Although salivary levels of cotinine are correlated to those found in blood [31, 32, 37] and urine [36], measures of bodily fluids are subject to shorter half-life window for detection relative to hair or nails that would capture the magnitude of sustained exposure [62]. Levels of cotinine in urine are more sensitive, being 4–6 times higher than salivary cotinine levels [63], nonetheless, salivary saliva cotinine is considered to be an excellent exposure marker of cigarette smoke without invasive methods for collecting body fluids. We have previously shown a high level of stability in the severity of ETS exposure in a different, but overlapping, subsample of FLP children across four timepoints between 6 and 48 months of age [11]. As such, saliva could be an effective, and non-invasive way to screen children for exposure. Research has demonstrated that policies enacted to reduce smoking in publicly occupied spaces results in significantly lower levels of cotinine detected in children [5].

The findings reported here must be considered in light of the broader sample characteristics. The FLP sample was originally oversampled for poverty (76.6% of the full sample). However, the subsample with sufficient remaining saliva volumes was less reflective of poverty, with only 34.4% of the current subsample characterized by low income. While we found statistically significant negative correlations between salivary Cr and Zn levels with income-to-needs ratio in this subsample, this relationship might be different if applied to the entire FLP cohort of nearly 1300 children. Additionally, we have previously shown that the prevalence and magnitude of ETS exposure in this sample is higher than the national average [11], which may have facilitated the detection of associations that may only emerge at higher levels of exposure. Ultimately it will be important to consider the range of environmental sources that could contribute to this exposure, and more research is needed to determine the clinical implications of salivary levels of these metals to better guide screening and prevention practices.

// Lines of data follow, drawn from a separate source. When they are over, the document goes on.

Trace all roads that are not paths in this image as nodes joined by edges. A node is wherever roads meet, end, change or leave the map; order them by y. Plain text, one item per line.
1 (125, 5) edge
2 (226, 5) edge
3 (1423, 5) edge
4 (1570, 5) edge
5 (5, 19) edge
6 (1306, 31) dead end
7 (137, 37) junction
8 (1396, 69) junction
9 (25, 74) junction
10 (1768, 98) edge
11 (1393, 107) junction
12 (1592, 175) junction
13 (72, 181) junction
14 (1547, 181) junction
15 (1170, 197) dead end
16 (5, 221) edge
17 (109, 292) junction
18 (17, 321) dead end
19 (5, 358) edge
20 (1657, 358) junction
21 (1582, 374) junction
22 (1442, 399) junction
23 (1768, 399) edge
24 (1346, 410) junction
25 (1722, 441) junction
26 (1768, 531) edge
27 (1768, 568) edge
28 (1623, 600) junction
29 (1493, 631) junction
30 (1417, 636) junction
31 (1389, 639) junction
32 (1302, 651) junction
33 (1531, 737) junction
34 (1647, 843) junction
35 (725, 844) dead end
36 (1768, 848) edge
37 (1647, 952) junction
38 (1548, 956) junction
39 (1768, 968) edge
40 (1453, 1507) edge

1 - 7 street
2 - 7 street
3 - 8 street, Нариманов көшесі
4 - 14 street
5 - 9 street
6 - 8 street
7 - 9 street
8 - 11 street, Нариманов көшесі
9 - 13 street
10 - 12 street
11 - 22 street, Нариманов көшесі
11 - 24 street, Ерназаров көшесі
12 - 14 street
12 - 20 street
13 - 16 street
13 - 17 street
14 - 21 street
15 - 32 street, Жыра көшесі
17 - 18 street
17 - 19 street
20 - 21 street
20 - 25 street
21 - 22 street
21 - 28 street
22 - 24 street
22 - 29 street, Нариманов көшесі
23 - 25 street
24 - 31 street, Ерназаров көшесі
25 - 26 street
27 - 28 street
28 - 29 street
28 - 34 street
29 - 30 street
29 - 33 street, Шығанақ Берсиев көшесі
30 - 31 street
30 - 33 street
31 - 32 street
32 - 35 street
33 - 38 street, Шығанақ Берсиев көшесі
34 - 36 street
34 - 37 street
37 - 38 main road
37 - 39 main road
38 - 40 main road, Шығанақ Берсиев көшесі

This is the first study to demonstrate significant associations between salivary cotinine and salivary levels of Cu, Zn and Pb, providing support for ETS as a modifiable source of metals exposure in children. Further, we suggest that saliva sampling represents a major advance in methodology for monitoring ETS exposures in young children. Saliva has been increasingly utilized in adults to assess a broad array of environmental exposures and biomarkers, providing a relatively simple tool for comprehensive assessments of the human exposome [64,65,66]. Our current studies specifically extend these arguments to ETS and exposures to children.